The occasional one went a step beyond the bare necessities by adding a photograph. I wondered if this was done by the family perhaps? I thought perhaps it might be rank but from what I’ve read, GEFR (Gefreiter) is equivalent to a private and today, is usually promoted to an OGEFR (Obergefreiter) within six months. I tried to find out more about Viktor Kepes, but no luck. The ribbon suggests he might have been Hungarian. If anyone has any ideas of how I might go about it, let me know.
published an article in 2018 in the in which she writes:
After the Battle of Normandy, one of the primary concerns in the region was what to do with the bodies of the former occupiers: the German war dead. As the Allied graves registration units left Normandy, local French leaders were responsible for the care of German war graves until the German War Graves Commission (Volksbund Deutsche Kriegsgräberfürsorge, VDK) took over maintenance responsibilities in the mid-1950s and officially inaugurated them as VDK sites in the early 1960s.

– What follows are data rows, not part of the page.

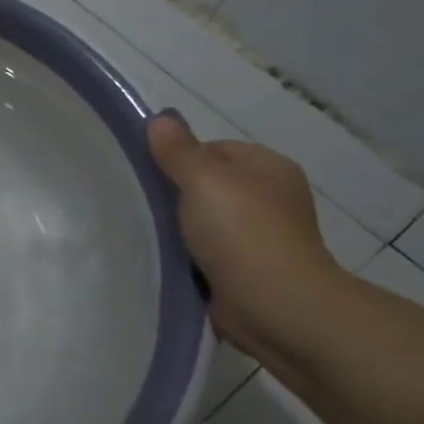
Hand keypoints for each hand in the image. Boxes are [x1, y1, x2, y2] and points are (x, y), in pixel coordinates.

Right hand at [146, 112, 341, 357]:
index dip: (182, 159)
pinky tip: (173, 263)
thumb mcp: (203, 180)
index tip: (156, 179)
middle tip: (149, 208)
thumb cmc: (242, 232)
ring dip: (182, 230)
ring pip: (208, 221)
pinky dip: (191, 257)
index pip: (215, 149)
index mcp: (270, 168)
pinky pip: (210, 253)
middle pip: (210, 186)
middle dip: (179, 196)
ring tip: (155, 237)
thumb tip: (160, 118)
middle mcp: (271, 198)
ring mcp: (262, 236)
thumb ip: (179, 151)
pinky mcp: (249, 270)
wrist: (274, 304)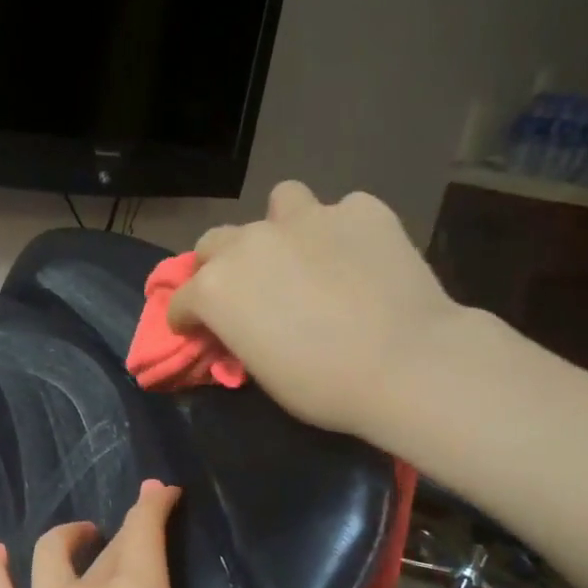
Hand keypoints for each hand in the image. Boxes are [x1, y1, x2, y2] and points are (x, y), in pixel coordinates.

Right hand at [167, 180, 463, 447]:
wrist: (406, 363)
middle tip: (246, 291)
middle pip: (215, 242)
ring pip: (280, 202)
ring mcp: (308, 218)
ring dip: (281, 226)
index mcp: (217, 287)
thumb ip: (240, 334)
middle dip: (220, 265)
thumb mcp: (261, 371)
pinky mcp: (361, 209)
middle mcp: (251, 242)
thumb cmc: (322, 386)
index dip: (187, 318)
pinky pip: (342, 212)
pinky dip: (343, 232)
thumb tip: (243, 326)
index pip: (180, 299)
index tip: (197, 331)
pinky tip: (360, 257)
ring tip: (303, 252)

I can only begin to imagine the work that went into gathering all those remains and bringing them to their final rest in this one place.
The remains come from the western quarter of France and the Channel Islands. Before entering the building, a series of slabs in the stairs recall the names of the cities and islands from which those who now rest here came.
I read a quotation on the wall in the entryway by Nobel Peace Prize Laureat Albert Schweitzer:
The soldiers’ graves are the greatest preachers of peace.
Why don’t we learn?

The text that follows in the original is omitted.